Exercise brief = Below is a listing. Gather each line of it that contains "Solidaridad".

· · · · · · ·

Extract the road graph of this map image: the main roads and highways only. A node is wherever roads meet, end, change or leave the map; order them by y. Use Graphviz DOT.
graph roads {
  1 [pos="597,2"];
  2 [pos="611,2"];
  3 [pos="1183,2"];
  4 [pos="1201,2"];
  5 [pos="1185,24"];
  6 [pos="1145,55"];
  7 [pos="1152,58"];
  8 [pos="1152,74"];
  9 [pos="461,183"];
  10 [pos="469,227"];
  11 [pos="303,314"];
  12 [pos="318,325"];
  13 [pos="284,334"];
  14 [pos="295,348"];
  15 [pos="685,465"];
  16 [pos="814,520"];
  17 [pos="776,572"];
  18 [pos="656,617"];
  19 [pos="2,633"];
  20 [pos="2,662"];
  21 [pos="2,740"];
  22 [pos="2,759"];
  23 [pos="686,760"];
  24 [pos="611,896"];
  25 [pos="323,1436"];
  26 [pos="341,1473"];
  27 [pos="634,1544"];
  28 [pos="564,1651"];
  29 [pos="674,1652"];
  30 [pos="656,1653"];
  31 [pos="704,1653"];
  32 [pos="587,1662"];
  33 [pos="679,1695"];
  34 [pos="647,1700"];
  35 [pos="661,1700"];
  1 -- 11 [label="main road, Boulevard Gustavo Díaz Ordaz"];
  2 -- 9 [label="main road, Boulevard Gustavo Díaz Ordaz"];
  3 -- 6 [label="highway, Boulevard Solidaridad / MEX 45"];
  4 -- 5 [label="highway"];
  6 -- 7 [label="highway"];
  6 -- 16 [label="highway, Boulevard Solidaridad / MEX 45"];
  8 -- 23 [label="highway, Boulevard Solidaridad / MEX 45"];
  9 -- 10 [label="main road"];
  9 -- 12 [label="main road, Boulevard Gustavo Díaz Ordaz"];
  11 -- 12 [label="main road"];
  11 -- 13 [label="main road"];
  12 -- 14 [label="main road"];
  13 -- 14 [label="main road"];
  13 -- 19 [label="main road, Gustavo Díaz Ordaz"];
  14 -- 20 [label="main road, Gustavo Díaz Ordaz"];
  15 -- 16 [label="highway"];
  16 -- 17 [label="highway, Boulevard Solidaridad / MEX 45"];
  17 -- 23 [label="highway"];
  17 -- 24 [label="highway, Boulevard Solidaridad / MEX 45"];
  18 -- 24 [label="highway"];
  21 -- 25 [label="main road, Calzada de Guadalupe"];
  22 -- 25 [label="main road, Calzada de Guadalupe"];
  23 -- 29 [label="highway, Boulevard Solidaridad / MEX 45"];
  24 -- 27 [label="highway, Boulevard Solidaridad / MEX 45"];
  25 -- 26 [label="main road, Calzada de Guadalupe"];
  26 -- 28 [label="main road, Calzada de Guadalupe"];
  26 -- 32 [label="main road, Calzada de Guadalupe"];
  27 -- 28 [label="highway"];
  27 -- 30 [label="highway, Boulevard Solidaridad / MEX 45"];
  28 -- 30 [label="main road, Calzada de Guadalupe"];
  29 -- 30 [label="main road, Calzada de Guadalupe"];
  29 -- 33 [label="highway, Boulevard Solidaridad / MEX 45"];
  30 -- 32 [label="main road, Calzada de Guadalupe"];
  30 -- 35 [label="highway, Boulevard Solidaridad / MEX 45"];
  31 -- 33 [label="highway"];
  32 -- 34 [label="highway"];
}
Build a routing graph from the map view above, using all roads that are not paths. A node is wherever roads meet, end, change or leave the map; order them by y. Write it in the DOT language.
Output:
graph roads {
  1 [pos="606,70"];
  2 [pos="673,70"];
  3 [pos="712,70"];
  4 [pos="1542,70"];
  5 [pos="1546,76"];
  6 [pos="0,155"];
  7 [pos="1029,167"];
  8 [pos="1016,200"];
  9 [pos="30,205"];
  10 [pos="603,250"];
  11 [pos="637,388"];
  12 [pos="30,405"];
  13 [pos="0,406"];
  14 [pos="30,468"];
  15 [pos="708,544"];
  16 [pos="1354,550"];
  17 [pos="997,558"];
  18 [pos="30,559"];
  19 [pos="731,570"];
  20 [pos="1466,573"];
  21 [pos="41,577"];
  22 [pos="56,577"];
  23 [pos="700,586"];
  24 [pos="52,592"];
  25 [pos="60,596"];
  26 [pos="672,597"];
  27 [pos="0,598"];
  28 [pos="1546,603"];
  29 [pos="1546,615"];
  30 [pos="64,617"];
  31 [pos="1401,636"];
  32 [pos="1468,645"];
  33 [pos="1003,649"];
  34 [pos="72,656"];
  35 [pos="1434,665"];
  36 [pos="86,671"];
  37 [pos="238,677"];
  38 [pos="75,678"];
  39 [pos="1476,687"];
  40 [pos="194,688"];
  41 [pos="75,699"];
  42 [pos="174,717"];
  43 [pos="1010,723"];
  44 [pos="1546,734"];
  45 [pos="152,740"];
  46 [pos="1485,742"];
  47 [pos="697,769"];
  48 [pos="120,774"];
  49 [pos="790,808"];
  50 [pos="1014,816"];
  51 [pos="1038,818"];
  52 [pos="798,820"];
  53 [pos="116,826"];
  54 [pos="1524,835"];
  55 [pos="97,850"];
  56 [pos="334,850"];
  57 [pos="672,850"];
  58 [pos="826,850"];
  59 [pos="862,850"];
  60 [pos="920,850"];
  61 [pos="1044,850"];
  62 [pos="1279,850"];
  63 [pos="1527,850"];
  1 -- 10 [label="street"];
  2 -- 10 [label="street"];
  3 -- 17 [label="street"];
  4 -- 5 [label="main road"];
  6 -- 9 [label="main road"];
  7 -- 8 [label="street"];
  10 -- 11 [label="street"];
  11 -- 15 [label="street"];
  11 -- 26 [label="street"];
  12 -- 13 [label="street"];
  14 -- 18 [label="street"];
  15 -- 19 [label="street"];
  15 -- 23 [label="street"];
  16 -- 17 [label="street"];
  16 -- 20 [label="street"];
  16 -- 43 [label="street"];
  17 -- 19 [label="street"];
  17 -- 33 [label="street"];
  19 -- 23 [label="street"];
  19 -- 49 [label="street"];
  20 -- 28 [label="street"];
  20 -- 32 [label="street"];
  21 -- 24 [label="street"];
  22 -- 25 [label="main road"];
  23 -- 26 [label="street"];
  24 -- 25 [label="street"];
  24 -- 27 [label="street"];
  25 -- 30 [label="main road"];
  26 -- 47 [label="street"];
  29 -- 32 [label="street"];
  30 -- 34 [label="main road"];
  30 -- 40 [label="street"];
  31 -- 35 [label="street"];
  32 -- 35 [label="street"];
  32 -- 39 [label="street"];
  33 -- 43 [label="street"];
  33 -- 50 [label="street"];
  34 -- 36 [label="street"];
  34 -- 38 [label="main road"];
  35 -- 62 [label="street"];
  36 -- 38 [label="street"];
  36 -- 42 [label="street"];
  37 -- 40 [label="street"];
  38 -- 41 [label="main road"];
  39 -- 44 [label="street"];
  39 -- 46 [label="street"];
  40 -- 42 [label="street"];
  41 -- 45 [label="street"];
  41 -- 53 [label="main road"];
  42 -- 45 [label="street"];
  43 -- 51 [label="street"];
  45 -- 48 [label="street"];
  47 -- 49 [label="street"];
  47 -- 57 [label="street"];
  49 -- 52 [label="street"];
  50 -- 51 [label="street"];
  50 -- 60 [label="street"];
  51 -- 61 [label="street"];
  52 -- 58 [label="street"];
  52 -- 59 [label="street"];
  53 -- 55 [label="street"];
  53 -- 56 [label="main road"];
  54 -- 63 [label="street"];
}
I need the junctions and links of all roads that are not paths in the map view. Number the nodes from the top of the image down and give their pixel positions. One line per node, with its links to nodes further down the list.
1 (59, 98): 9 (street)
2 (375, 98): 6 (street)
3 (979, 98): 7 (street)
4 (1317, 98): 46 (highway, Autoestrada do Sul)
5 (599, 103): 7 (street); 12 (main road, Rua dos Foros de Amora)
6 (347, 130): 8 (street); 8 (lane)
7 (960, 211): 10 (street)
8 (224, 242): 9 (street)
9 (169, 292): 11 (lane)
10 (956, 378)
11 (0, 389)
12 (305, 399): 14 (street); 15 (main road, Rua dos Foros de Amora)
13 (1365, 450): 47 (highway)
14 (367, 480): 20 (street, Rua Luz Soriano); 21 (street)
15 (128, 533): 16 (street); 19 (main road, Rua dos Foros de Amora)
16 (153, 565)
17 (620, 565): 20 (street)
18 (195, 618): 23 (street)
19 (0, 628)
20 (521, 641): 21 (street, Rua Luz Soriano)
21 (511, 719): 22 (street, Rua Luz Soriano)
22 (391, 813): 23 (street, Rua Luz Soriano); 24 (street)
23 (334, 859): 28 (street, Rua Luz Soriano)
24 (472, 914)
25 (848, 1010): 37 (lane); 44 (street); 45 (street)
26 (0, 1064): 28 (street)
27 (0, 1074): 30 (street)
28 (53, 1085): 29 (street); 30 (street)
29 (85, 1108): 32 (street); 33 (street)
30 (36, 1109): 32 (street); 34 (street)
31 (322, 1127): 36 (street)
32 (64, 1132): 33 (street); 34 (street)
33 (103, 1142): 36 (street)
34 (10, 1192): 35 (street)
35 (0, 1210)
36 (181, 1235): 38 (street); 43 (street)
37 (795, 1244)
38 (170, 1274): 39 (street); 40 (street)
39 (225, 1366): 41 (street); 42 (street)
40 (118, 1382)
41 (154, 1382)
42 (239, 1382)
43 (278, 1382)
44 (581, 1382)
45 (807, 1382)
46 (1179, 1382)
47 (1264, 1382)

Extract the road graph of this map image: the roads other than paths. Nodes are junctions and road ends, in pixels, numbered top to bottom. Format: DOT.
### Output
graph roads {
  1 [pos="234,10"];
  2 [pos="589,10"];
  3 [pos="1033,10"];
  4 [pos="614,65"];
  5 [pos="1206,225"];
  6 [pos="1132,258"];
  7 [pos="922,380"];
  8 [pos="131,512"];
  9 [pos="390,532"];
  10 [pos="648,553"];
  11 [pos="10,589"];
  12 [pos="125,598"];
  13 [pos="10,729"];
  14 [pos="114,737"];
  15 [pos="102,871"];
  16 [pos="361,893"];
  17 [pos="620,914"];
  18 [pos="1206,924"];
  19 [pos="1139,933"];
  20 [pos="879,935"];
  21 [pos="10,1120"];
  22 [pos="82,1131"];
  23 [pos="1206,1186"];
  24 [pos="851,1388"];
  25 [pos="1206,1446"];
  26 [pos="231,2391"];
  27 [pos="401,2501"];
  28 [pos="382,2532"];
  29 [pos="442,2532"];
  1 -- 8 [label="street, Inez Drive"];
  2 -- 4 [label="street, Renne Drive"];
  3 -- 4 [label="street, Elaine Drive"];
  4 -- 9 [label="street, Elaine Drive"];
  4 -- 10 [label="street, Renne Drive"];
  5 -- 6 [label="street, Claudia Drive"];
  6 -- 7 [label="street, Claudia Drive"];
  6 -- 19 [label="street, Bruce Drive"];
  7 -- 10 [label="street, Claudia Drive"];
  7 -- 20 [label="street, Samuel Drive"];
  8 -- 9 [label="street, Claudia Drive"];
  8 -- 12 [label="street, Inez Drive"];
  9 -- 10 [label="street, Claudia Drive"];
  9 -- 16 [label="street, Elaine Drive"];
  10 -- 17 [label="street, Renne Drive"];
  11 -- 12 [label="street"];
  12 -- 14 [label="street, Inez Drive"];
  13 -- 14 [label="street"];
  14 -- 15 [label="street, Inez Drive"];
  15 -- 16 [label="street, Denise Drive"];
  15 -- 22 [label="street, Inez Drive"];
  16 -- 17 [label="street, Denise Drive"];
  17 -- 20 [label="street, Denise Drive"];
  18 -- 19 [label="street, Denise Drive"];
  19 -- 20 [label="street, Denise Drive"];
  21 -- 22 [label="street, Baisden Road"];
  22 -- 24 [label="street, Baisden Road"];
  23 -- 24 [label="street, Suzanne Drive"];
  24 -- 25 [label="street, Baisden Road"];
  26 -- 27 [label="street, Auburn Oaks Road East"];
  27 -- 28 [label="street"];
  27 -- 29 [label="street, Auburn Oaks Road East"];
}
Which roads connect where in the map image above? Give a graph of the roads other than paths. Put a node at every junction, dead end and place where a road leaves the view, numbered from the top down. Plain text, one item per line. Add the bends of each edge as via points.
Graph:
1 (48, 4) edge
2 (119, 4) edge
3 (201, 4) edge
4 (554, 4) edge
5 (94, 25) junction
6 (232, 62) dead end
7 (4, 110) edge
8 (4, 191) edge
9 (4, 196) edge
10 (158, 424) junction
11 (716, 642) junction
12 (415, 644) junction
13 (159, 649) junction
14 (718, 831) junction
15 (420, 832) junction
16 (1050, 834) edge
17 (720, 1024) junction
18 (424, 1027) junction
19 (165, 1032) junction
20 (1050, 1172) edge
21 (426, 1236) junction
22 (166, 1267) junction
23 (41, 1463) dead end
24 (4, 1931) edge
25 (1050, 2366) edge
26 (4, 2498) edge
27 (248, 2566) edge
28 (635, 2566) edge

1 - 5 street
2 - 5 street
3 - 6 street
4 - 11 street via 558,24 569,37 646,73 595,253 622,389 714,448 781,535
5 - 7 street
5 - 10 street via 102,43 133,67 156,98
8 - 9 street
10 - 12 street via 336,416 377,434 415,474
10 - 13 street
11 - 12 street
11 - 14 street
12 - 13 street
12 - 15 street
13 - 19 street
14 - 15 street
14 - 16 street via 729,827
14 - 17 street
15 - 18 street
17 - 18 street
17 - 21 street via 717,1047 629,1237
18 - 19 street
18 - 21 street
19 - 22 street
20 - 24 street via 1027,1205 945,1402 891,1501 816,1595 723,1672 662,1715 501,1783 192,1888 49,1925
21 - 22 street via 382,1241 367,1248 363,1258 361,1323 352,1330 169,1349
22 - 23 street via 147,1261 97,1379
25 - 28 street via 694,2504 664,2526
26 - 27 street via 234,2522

· · · · · · ·

Your solution =
  3 -- 6 [label="highway, Boulevard Solidaridad / MEX 45"];
  6 -- 16 [label="highway, Boulevard Solidaridad / MEX 45"];
  8 -- 23 [label="highway, Boulevard Solidaridad / MEX 45"];
  16 -- 17 [label="highway, Boulevard Solidaridad / MEX 45"];
  17 -- 24 [label="highway, Boulevard Solidaridad / MEX 45"];
  23 -- 29 [label="highway, Boulevard Solidaridad / MEX 45"];
  24 -- 27 [label="highway, Boulevard Solidaridad / MEX 45"];
  27 -- 30 [label="highway, Boulevard Solidaridad / MEX 45"];
  29 -- 33 [label="highway, Boulevard Solidaridad / MEX 45"];
  30 -- 35 [label="highway, Boulevard Solidaridad / MEX 45"];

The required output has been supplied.